By adding some genes and removing others, the team determined that they had, “identified a core set of 4 genes, OCT4, SOX2, NANOG, and LIN28, that were capable of reprogramming human ES cell-derived somatic cells.” They also discovered that the cells could be reprogrammed into embryonic-like cells without Nanog, but that Nanog made it possible to recover more reprogrammed cells.
(From the text accompanying Fig.1: “In three independent experiments using different preparations of
mesenchymal cells, individual removal of either OCT4 or SOX2 from reprogramming combinations eliminated the appearance of reprogrammed clones, whereas the individual removal of either NANOG or LIN28 reduced the number of reprogrammed clones, but did not eliminate such clones entirely.”)
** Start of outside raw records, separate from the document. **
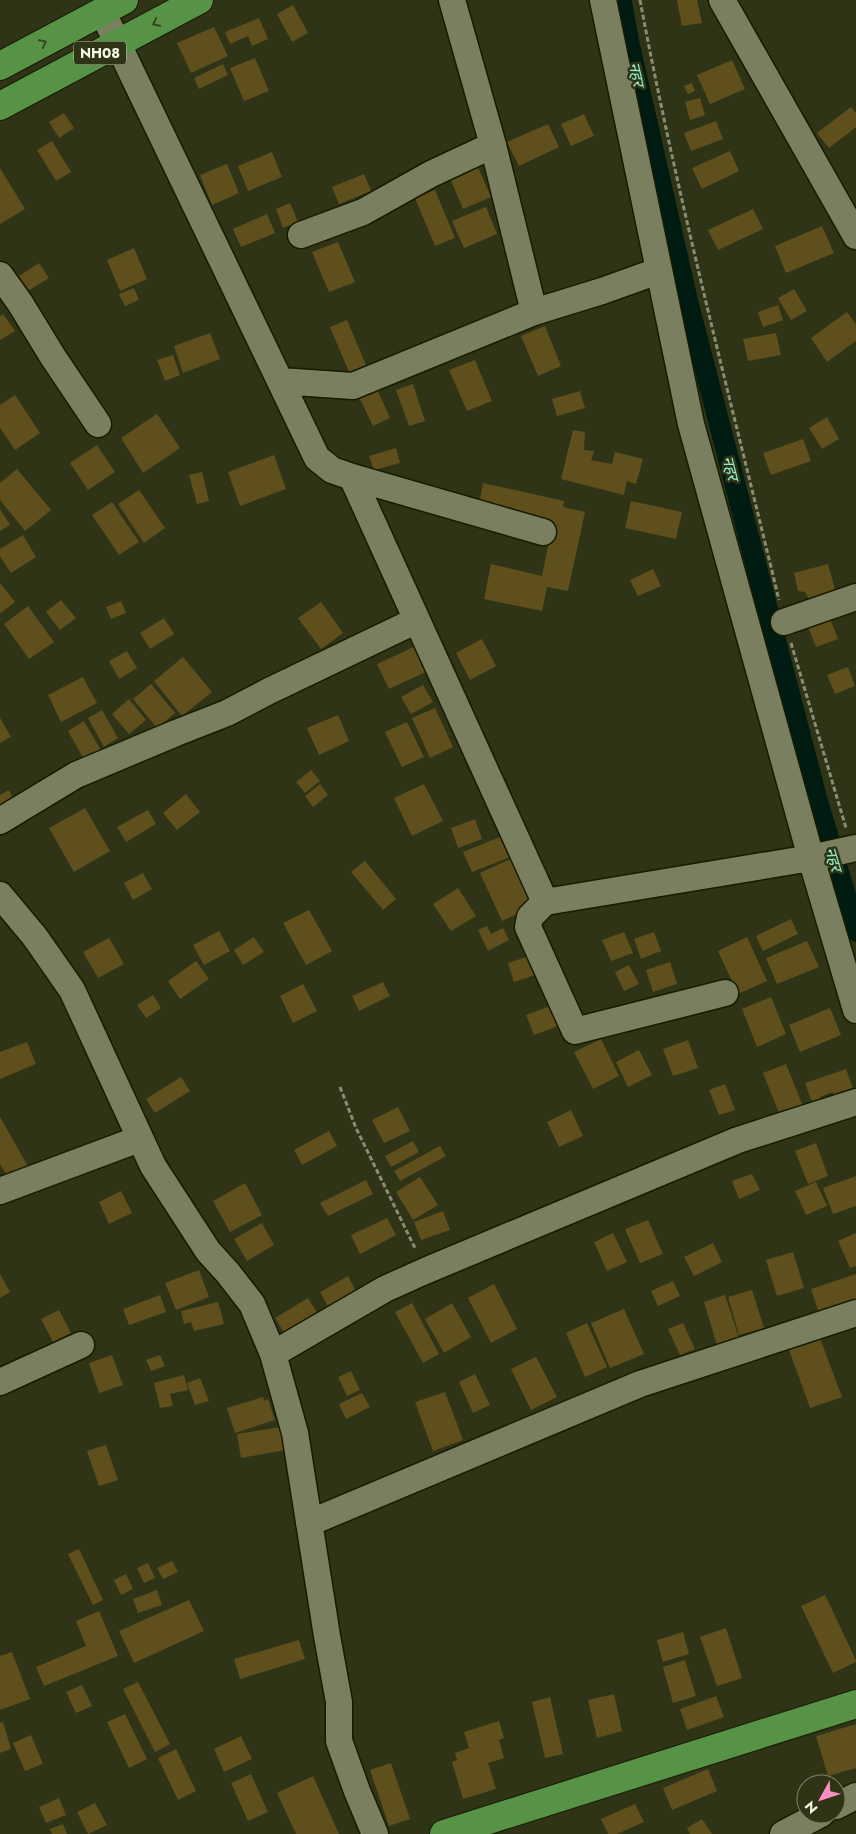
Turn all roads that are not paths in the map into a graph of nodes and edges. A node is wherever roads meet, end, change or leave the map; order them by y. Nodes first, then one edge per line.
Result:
1 (199, 0) edge
2 (452, 0) edge
3 (603, 0) edge
4 (722, 0) edge
5 (113, 6) edge
6 (118, 44) junction
7 (0, 66) edge
8 (0, 106) edge
9 (493, 145) junction
10 (301, 235) dead end
11 (856, 236) edge
12 (658, 271) junction
13 (0, 275) edge
14 (534, 312) junction
15 (280, 381) junction
16 (98, 424) dead end
17 (352, 477) junction
18 (543, 532) dead end
19 (856, 597) edge
20 (417, 620) junction
21 (784, 622) road end
22 (0, 821) edge
23 (854, 848) edge
24 (811, 858) junction
25 (0, 895) edge
26 (545, 902) junction
27 (725, 993) dead end
28 (856, 1010) edge
29 (856, 1102) edge
30 (139, 1139) junction
31 (0, 1191) edge
32 (856, 1313) edge
33 (81, 1345) dead end
34 (273, 1354) junction
35 (0, 1382) edge
36 (309, 1524) junction
37 (856, 1704) edge
38 (802, 1824) edge
39 (375, 1834) edge
40 (444, 1834) edge
41 (783, 1834) edge

1 -> 6 main road, NH08
2 - 9 street
3 - 12 street
4 - 11 street
5 - 6 street
7 -> 5 main road, NH08
6 - 8 main road, NH08
6 - 15 street
9 - 10 street
9 - 14 street
12 - 14 street
12 - 24 street
13 - 16 street
14 - 15 street
15 - 17 street
17 - 18 street
17 - 20 street
19 - 21 street
20 - 22 street
20 - 26 street
23 - 24 street
24 - 26 street
24 - 28 street
25 - 30 street
26 - 27 street
29 - 34 street
30 - 31 street
30 - 34 street
32 - 36 street
33 - 35 street
34 - 36 street
36 - 39 street
37 - 40 main road
38 - 41 street

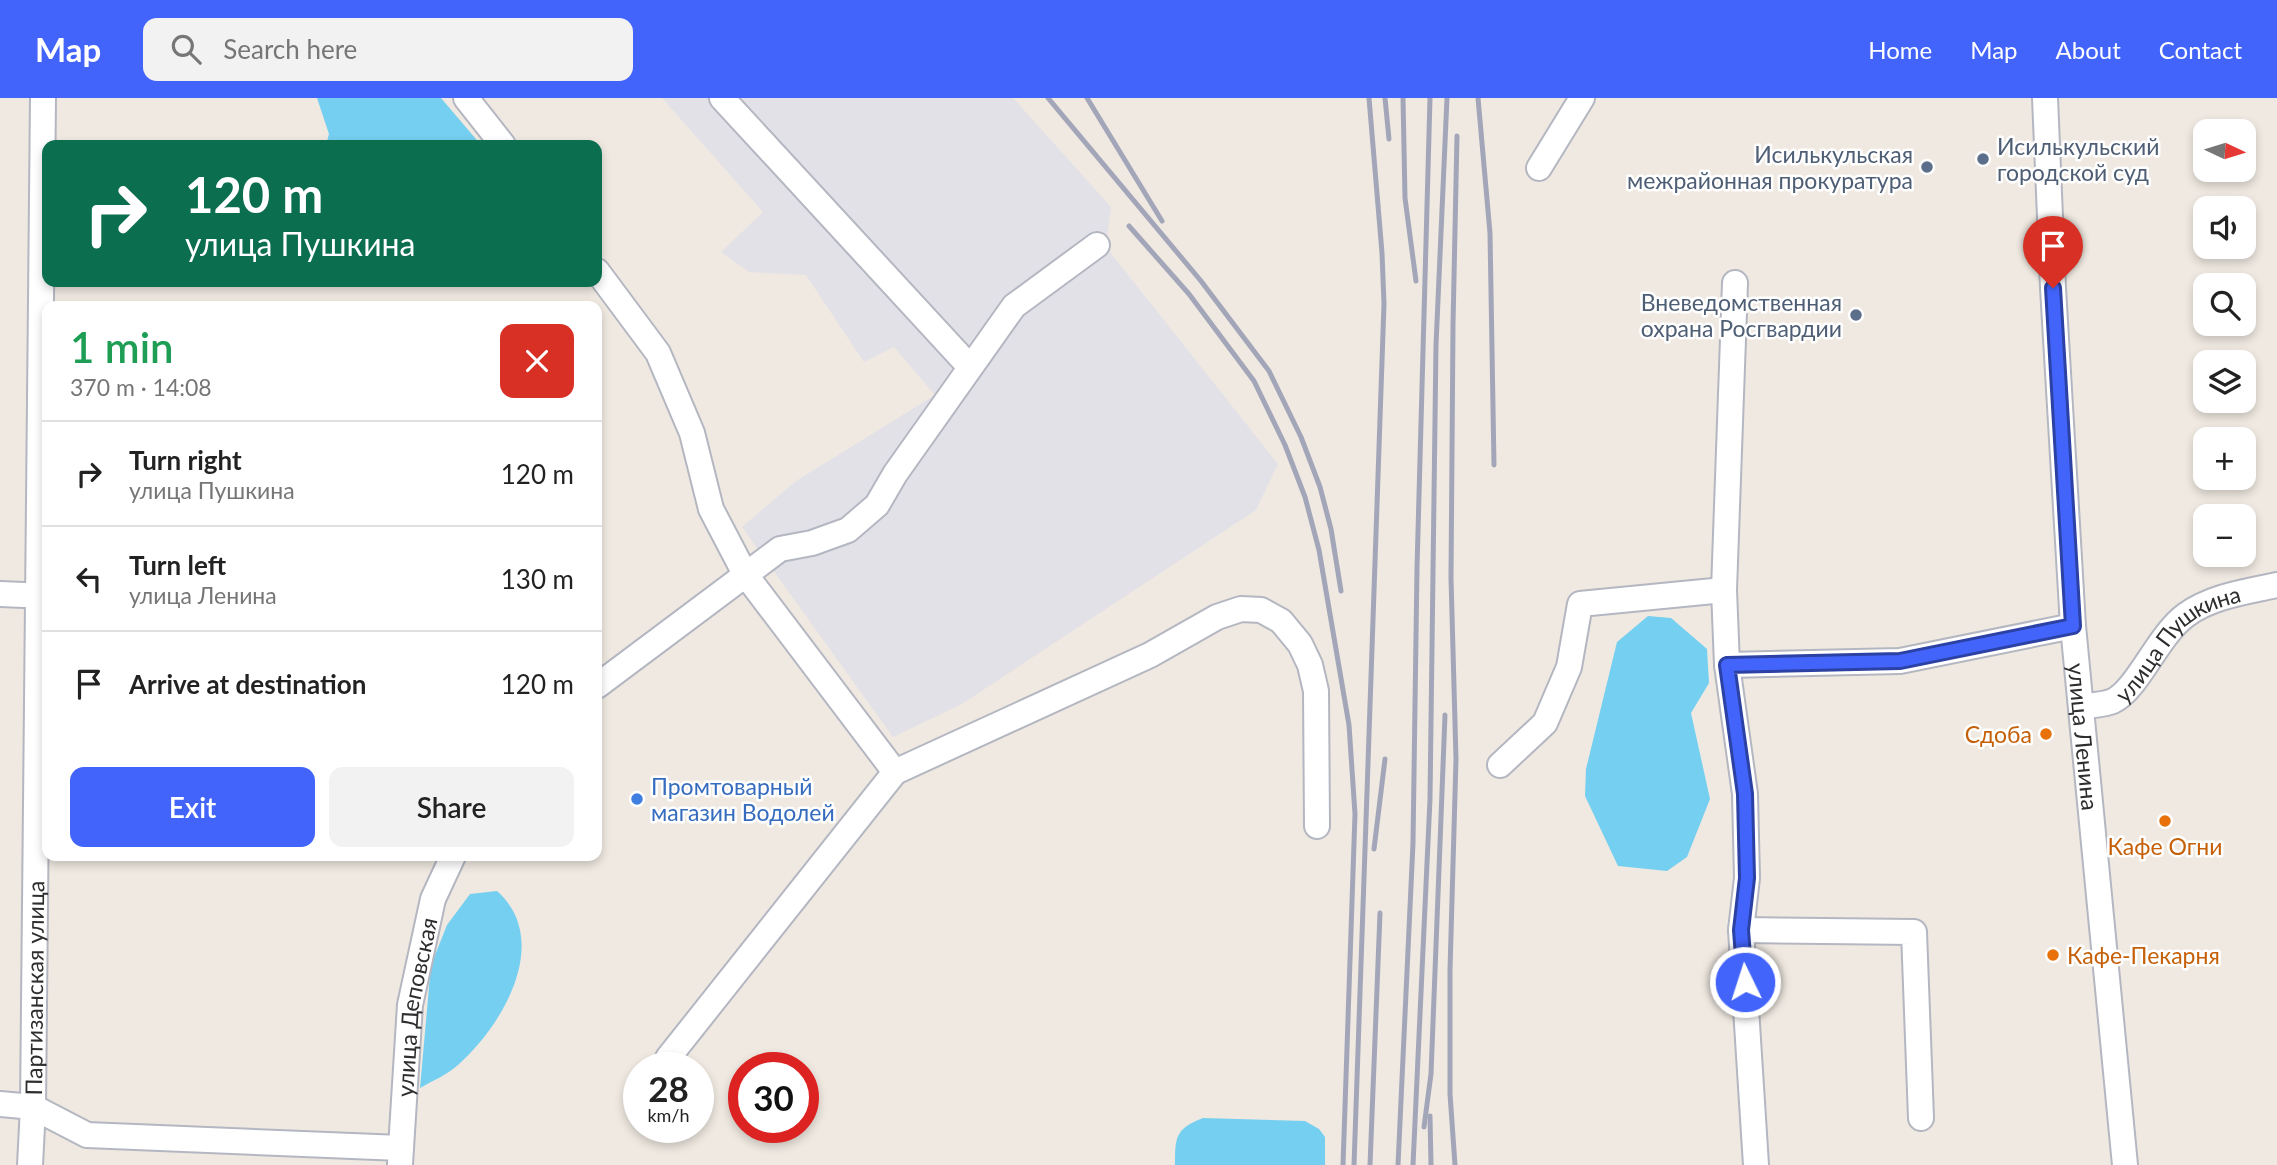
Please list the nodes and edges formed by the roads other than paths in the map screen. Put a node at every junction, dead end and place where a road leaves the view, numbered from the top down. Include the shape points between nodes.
1 (43, 98) edge
2 (467, 98) edge
3 (722, 98) edge
4 (1582, 98) edge
5 (2045, 98) edge
6 (43, 140) edge
7 (499, 140) edge
8 (1539, 168) dead end
9 (1097, 245) dead end
10 (602, 278) edge
11 (1735, 283) dead end
12 (970, 367) junction
13 (745, 574) junction
14 (2277, 585) edge
15 (1724, 590) junction
16 (0, 594) edge
17 (42, 596) edge
18 (2073, 626) junction
19 (42, 647) edge
20 (1727, 665) junction
21 (602, 682) edge
22 (2081, 707) junction
23 (1500, 765) dead end
24 (895, 772) junction
25 (1317, 826) dead end
26 (451, 861) edge
27 (1741, 930) junction
28 (673, 1052) edge
29 (0, 1104) edge
30 (33, 1107) junction
31 (1922, 1118) dead end
32 (400, 1157) edge
33 (30, 1165) edge
34 (1756, 1165) edge
35 (2125, 1165) edge

1 - 6 street, Партизанская улица
2 - 7 street
3 - 12 street
4 - 8 street
5 - 18 street, улица Ленина
9 - 12 street via 1014,306
10 - 13 street via 658,353 692,433 711,509
11 - 15 street
12 - 13 street via 877,505 848,530 780,549
13 - 21 street
13 - 24 street
14 - 22 street, улица Пушкина via 2207,601 2163,638 2132,683 2113,701
15 - 20 street
15 - 23 street via 1580,604 1569,667 1545,723
16 - 17 street
18 - 20 street via 1900,661
18 - 22 street, улица Ленина
19 - 30 street, Партизанская улица
20 - 27 street via 1745,794 1747,878
22 - 35 street, улица Ленина
24 - 25 street via 1150,655 1217,617 1241,609 1261,610 1281,621 1300,643 1310,665 1316,691
24 - 28 street
26 - 32 street, улица Деповская via 433,899 410,1005
27 - 31 street via 1914,932
27 - 34 street
29 - 30 street
30 - 32 street via 88,1135
30 - 33 street, Партизанская улица

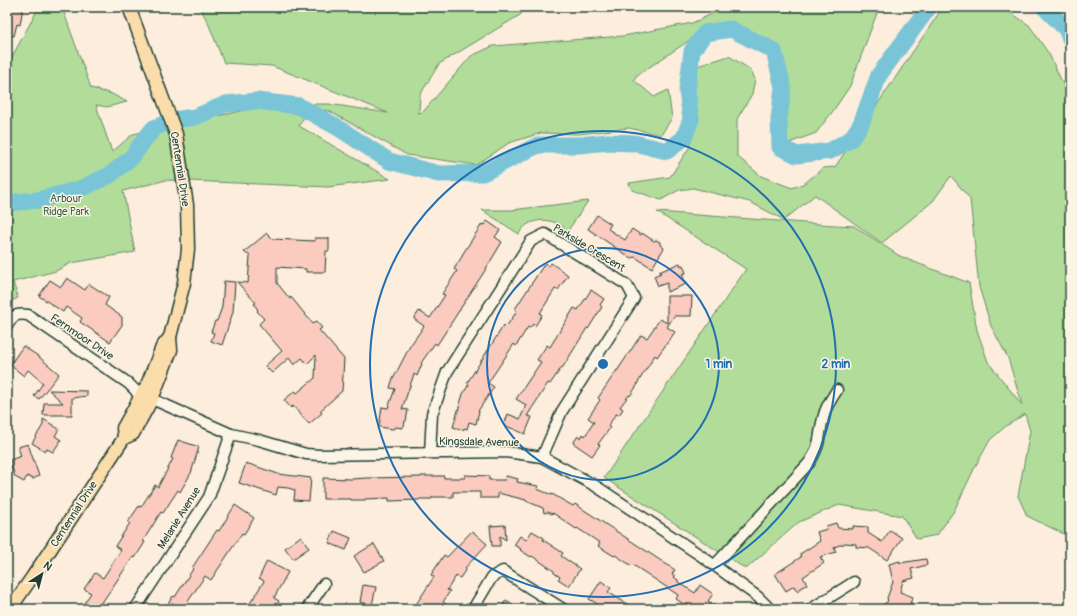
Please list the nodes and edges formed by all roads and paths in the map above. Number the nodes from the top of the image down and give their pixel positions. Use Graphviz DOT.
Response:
graph roads {
  1 [pos="129,7"];
  2 [pos="7,326"];
  3 [pos="837,390"];
  4 [pos="146,399"];
  5 [pos="231,434"];
  6 [pos="430,453"];
  7 [pos="542,457"];
  8 [pos="715,565"];
  9 [pos="854,582"];
  10 [pos="324,584"];
  11 [pos="10,609"];
  12 [pos="135,609"];
  13 [pos="307,609"];
  14 [pos="473,609"];
  15 [pos="563,609"];
  16 [pos="770,609"];
  17 [pos="811,609"];
  1 -- 4 [label="main road, Centennial Drive"];
  2 -- 4 [label="street, Fernmoor Drive"];
  3 -- 8 [label="street"];
  4 -- 5 [label="street, Kingsdale Avenue"];
  4 -- 11 [label="main road, Centennial Drive"];
  5 -- 6 [label="street, Kingsdale Avenue"];
  5 -- 12 [label="street, Melanie Avenue"];
  6 -- 7 [label="street, Kingsdale Avenue"];
  6 -- 7 [label="street, Parkside Crescent"];
  7 -- 8 [label="street, Kingsdale Avenue"];
  8 -- 16 [label="street, Kingsdale Avenue"];
  9 -- 17 [label="street"];
  10 -- 13 [label="street"];
  14 -- 15 [label="street"];
}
Next, they tested this combination of genes in a commercially available, genetically modified cell culture, IMR90 fetal fibroblasts. (These cells were cultured from a little girl aborted at 16 weeks gestation. ) These cells are fetal cells, not adult cells, and they were chosen because they have been studied and the genome is well known. They do not grow well in the fluids and conditions that encourage cultures of hESCs and the researchers could identify them by the way that they look.
Next, in order to prove that the genes could reprogram “adult cells,” the team used fibroblast cultures from foreskins to produce 4 different cultures of reprogrammed induced Pluripotent Stem Cells.
The authors conclude,
“The human iPS cells described here meet the defining criteria we originally proposed for human ES cells, with the significant exception that the iPS cells are not derived from embryos. Similar to human ES cells, human iPS cells should prove useful for studying the development and function of human tissues, for discovering and testing new drugs, and for transplantation medicine.”
Edited typos 11/21/07 17:30 PM (That could be the next neuroscience break through: why don’t we see our typos until later?)